Inventory of Knowledge Claims From r/AskReddit Threads About #MeToo in 2017–2018.
With the overt knowledge claims established, I next approached the corpus seeking the subtle meanings embedded in the discourse through the comments relation to other comments (Tirado & Galvez, 2007). Fairclough (2001) writes that “interdiscursive analysis” concentrates on how “particular types of interaction articulate together” (p. 126). For this step, I read the AskReddit threads looking at where the Redditors made their claims. The where of utterances (responding to others) more than the what (argument that stands alone) of the AskReddit knowledge claim reveals the shifting discourse and models for how we perceive sexual relations. To show the value of this method, take an interaction recently shared by author Jones (2017) about women receiving compliments from men; “Piss a man off today: Tell him you agree with his compliment of you.” In the resulting Twitter conversation, many women shared the same conversational pattern: First, a man compliments the woman on their physical appearance. If the woman agrees with the man without saying thank you or denying the compliment, the man then takes the compliment back and often insults the woman in the process. If the statements are taken as standalone utterances, this exchange would be bizarre. However, by understanding the utterances in relation to one another as the interlocutors position themselves, it becomes clear that the man is giving the original compliment to indebt the woman to him. When this does not happen, his power and control over the exchange is shaken which results in him lashing out at the woman. A critical eye to when claims are made is included as part of my analysis below to surface these types of insights.

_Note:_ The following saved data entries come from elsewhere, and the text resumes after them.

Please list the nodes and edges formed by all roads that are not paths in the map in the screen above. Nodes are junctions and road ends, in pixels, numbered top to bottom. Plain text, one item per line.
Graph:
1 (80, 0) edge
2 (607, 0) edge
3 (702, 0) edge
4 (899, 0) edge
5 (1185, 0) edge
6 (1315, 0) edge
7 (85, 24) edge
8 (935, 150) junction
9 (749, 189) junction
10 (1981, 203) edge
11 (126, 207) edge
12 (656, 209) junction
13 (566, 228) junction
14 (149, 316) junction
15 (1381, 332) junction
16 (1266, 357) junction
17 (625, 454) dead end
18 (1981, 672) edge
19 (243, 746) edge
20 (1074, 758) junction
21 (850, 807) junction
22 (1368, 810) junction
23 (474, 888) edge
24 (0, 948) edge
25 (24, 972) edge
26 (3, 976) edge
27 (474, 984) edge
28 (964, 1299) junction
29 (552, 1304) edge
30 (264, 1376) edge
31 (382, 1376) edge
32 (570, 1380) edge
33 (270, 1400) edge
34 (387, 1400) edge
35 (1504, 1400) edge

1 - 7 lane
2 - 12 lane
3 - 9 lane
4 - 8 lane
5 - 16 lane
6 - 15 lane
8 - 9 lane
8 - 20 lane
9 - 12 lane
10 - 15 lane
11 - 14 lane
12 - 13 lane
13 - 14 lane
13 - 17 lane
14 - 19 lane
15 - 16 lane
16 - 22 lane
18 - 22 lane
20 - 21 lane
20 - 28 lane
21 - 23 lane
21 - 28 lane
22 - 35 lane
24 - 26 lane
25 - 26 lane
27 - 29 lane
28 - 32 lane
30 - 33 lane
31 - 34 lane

The final step for CDA is attending to silences. Foucault (1978) describes repression as “a sentence to disappear, but also as an injunction to silence, and affirmation of nonexistence, and, by implication, an admission that there was nothing to say about such things, nothing to see, and nothing to know” (p. 4). In studying the #MeToo movement, it is important to understand what remains unsaid as much as what is said, and several noticeable silences are considered in the Discussion section.
Findings
In Table 1, the first stage of the CDA is shown with the knowledge claim and a textual example of it in use. In the right-hand column, the time period for when the knowledge claims were made is shown with the number of times the claim occurred and the vote totals for that claim type across each of the four threads.

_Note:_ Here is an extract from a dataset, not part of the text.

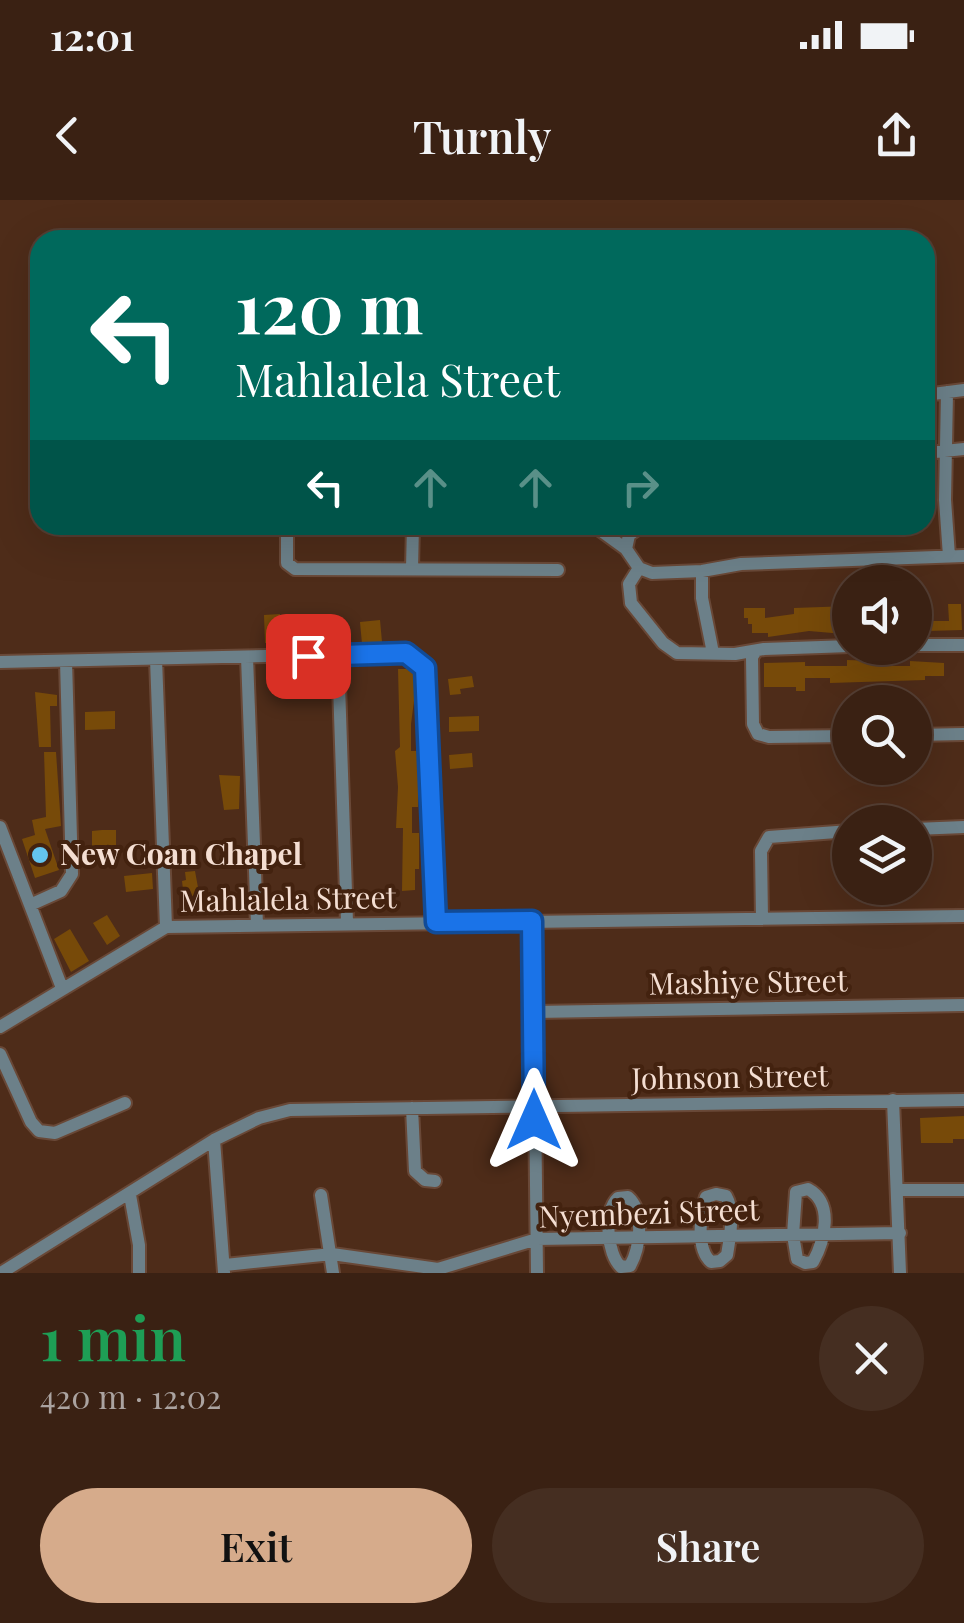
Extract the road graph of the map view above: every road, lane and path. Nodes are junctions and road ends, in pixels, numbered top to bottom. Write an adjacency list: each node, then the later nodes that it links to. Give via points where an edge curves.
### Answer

Early Responses: Emotion and Definitions
The first 16 knowledge claims documented in the above inventory only appear once in response to #MeToo. These October 2017 utterances struggle with the raw emotion of the #MeToo posts, including expressions of sheer sadness, individual’s explaining why they chose not to post, and Redditors explaining that #MeToo revealed the extent of the problem to them. The October 2017 thread also contained the ideas that #MeToo generates fake sympathy, that no one is owed a #MeToo story, and that harassment is more common than the #MeToo posts reveal. There are also several ideas here that speculate about the future: Will the #MeToo posts encourage others to speak out, will men confess to their past misbehavior, or will individuals intervene in the future if they see a #MeToo moment unfolding? Three Redditors worry about how they will prepare their children. The sole mention of race over the 9-month period also appears in the October thread once, with a Redditor pointing out that #MeToo was created for minority women. Ardovini-Brooker and Caringella-MacDonald (2002) wrote that “the media tend to ignore the victimization of women of color” (p. 4). The conversation on AskReddit perpetuates the silencing of minority women by not engaging with race at all (i.e., Foucault’s [1978] affirmation of nonexistence).

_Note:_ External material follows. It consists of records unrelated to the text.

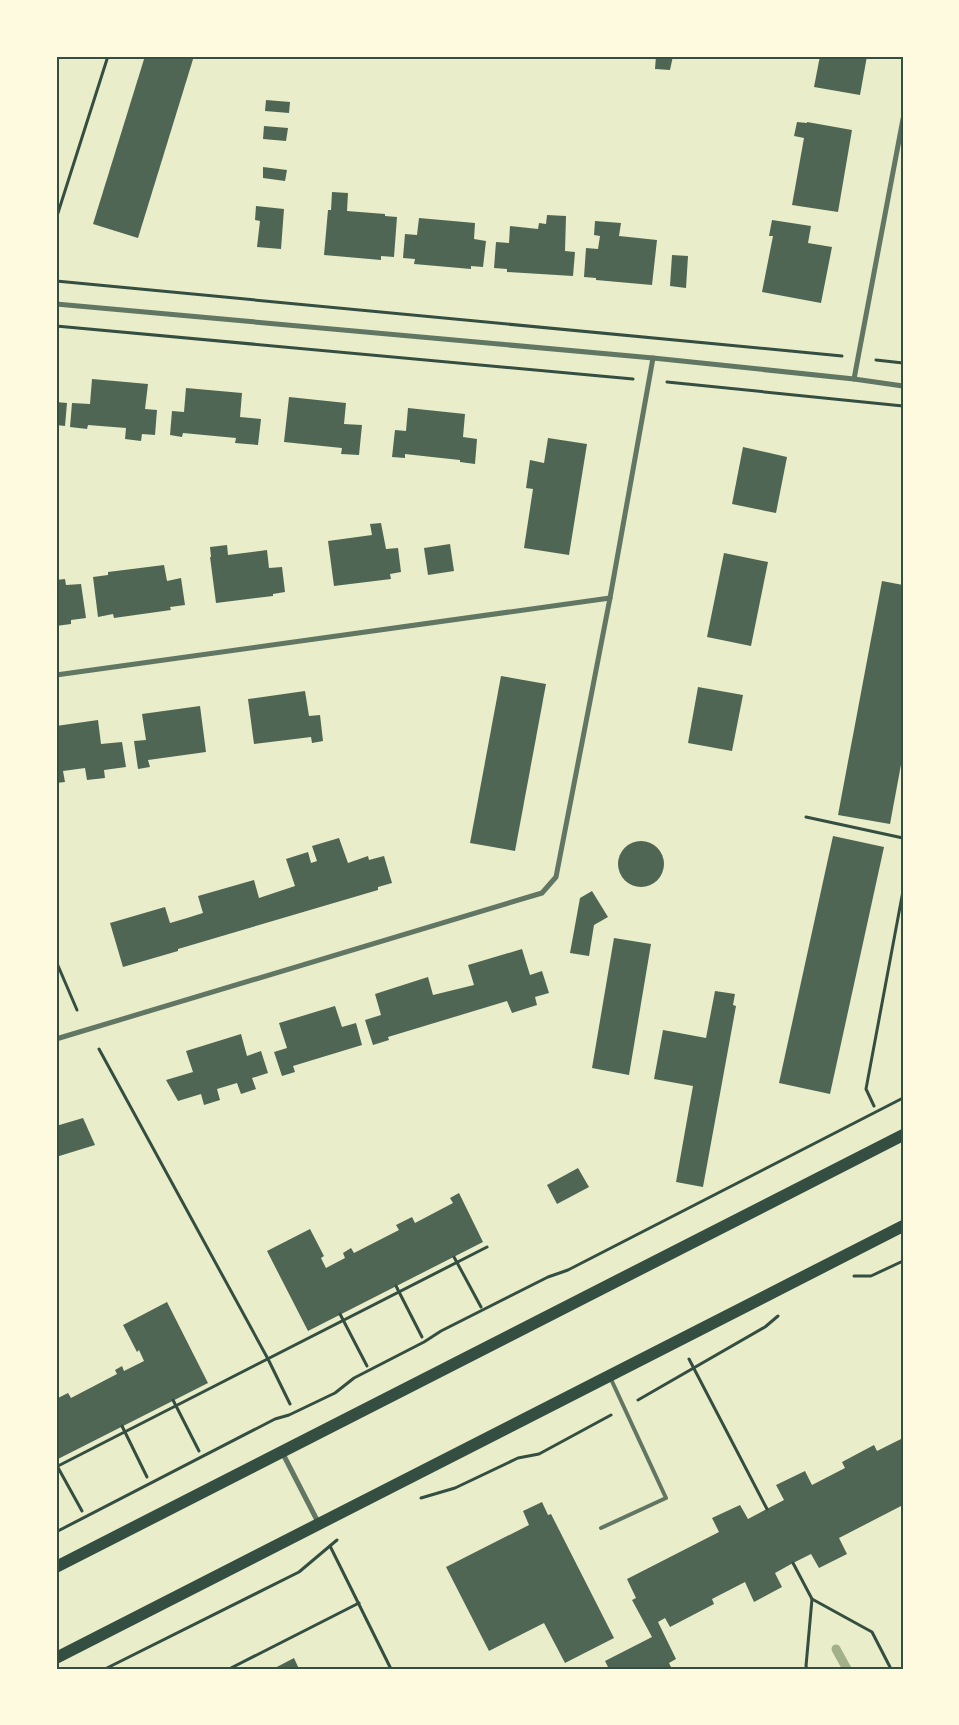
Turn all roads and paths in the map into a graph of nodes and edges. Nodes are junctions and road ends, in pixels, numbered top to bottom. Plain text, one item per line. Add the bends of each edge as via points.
1 (108, 56) edge
2 (903, 119) edge
3 (56, 218) edge
4 (56, 281) edge
5 (56, 304) edge
6 (56, 326) edge
7 (817, 352) dead end
8 (653, 358) junction
9 (894, 362) dead end
10 (903, 364) edge
11 (605, 376) dead end
12 (854, 379) junction
13 (703, 386) dead end
14 (903, 386) edge
15 (903, 406) edge
16 (610, 598) junction
17 (56, 674) edge
18 (806, 817) dead end
19 (903, 838) edge
20 (903, 890) edge
21 (56, 962) edge
22 (77, 1010) dead end
23 (56, 1039) edge
24 (99, 1049) dead end
25 (903, 1098) edge
26 (874, 1106) dead end
27 (903, 1135) edge
28 (903, 1226) edge
29 (487, 1247) dead end
30 (454, 1257) dead end
31 (903, 1261) edge
32 (457, 1262) junction
33 (848, 1276) dead end
34 (396, 1286) dead end
35 (399, 1292) junction
36 (481, 1307) dead end
37 (783, 1312) dead end
38 (340, 1314) dead end
39 (343, 1321) junction
40 (422, 1337) dead end
41 (680, 1340) junction
42 (268, 1359) junction
43 (367, 1366) dead end
44 (694, 1368) junction
45 (609, 1376) junction
46 (173, 1400) dead end
47 (290, 1404) dead end
48 (176, 1406) junction
49 (624, 1408) junction
50 (122, 1426) dead end
51 (125, 1432) junction
52 (199, 1451) dead end
53 (282, 1452) junction
54 (57, 1466) edge
55 (147, 1477) dead end
56 (420, 1499) dead end
57 (767, 1509) dead end
58 (82, 1511) dead end
59 (319, 1524) junction
60 (601, 1528) dead end
61 (56, 1532) edge
62 (340, 1538) dead end
63 (330, 1546) junction
64 (793, 1564) dead end
65 (56, 1567) edge
66 (812, 1599) junction
67 (360, 1603) junction
68 (56, 1658) edge
69 (105, 1669) edge
70 (229, 1669) edge
71 (392, 1669) edge
72 (807, 1669) edge
73 (891, 1669) edge

1 - 3 path
2 - 12 street
4 - 7 path
5 - 8 street
6 - 11 path
8 - 12 street
8 - 16 street
9 - 10 path
12 - 14 street
13 - 15 path
16 - 17 street
16 - 23 street via 556,877 542,893
18 - 19 path
20 - 26 path via 866,1089
21 - 22 path
24 - 42 path
25 - 61 path via 568,1270 442,1330 354,1378 335,1393 275,1420
27 - 53 main road
28 - 41 main road
29 - 32 path
30 - 32 path
31 - 33 path via 871,1276
32 - 35 path
32 - 36 path
34 - 35 path
35 - 39 path
35 - 40 path
37 - 44 path via 764,1327
38 - 39 path
39 - 42 path
39 - 43 path
41 - 44 path
41 - 45 main road
42 - 47 path
42 - 48 path
44 - 49 path
44 - 57 path
45 - 49 lane
45 - 59 main road
46 - 48 path
48 - 51 path
48 - 52 path
49 - 56 path via 539,1454 518,1458 455,1488
49 - 60 lane via 666,1498
50 - 51 path
51 - 54 path
51 - 55 path
53 - 59 street
53 - 65 main road
54 - 58 path
59 - 63 path
59 - 68 main road
62 - 63 path
63 - 67 path
63 - 69 path via 299,1572
64 - 66 path
66 - 72 path
66 - 73 path via 872,1632
67 - 70 path
67 - 71 path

A series of knowledge claims appear throughout the AskReddit threads that struggled to define a serious situation compared with something merely awkward or aggravating. While some users posted that they do not believe street harassment (e.g., catcalling) or unwanted compliments are a big deal, others pointed out that there is a great deal of individual interpretation: Some women will appreciate sexually aggressive, verbal behavior, but others will be uncomfortable or anxious. The core tension in defining a “serious” #MeToo situation is the competition between two evaluative models.
Adapting Wood and Rennie’s (1994) discussion of blame and responsibility, the AskReddit thread reveals the belief in a standard code of conduct that is contradicted by some Redditor’s claims that are grounded in an interpersonal communication model. Under the first evaluative model, the discourse posits that there ought to be consistent rules of engagement to structure interactions (such as “men can’t read minds”). The standard code of conduct model is allied with the legal definition for sexual harassment (hostile environment and quid pro quo); as a result, this way of judging the severity of a #MeToo post will eliminate interactions that do not rise to the level of a provable legal offense, and those found in violation of the standard code of conduct lose their humanity as grotesque rapists or serial harassers.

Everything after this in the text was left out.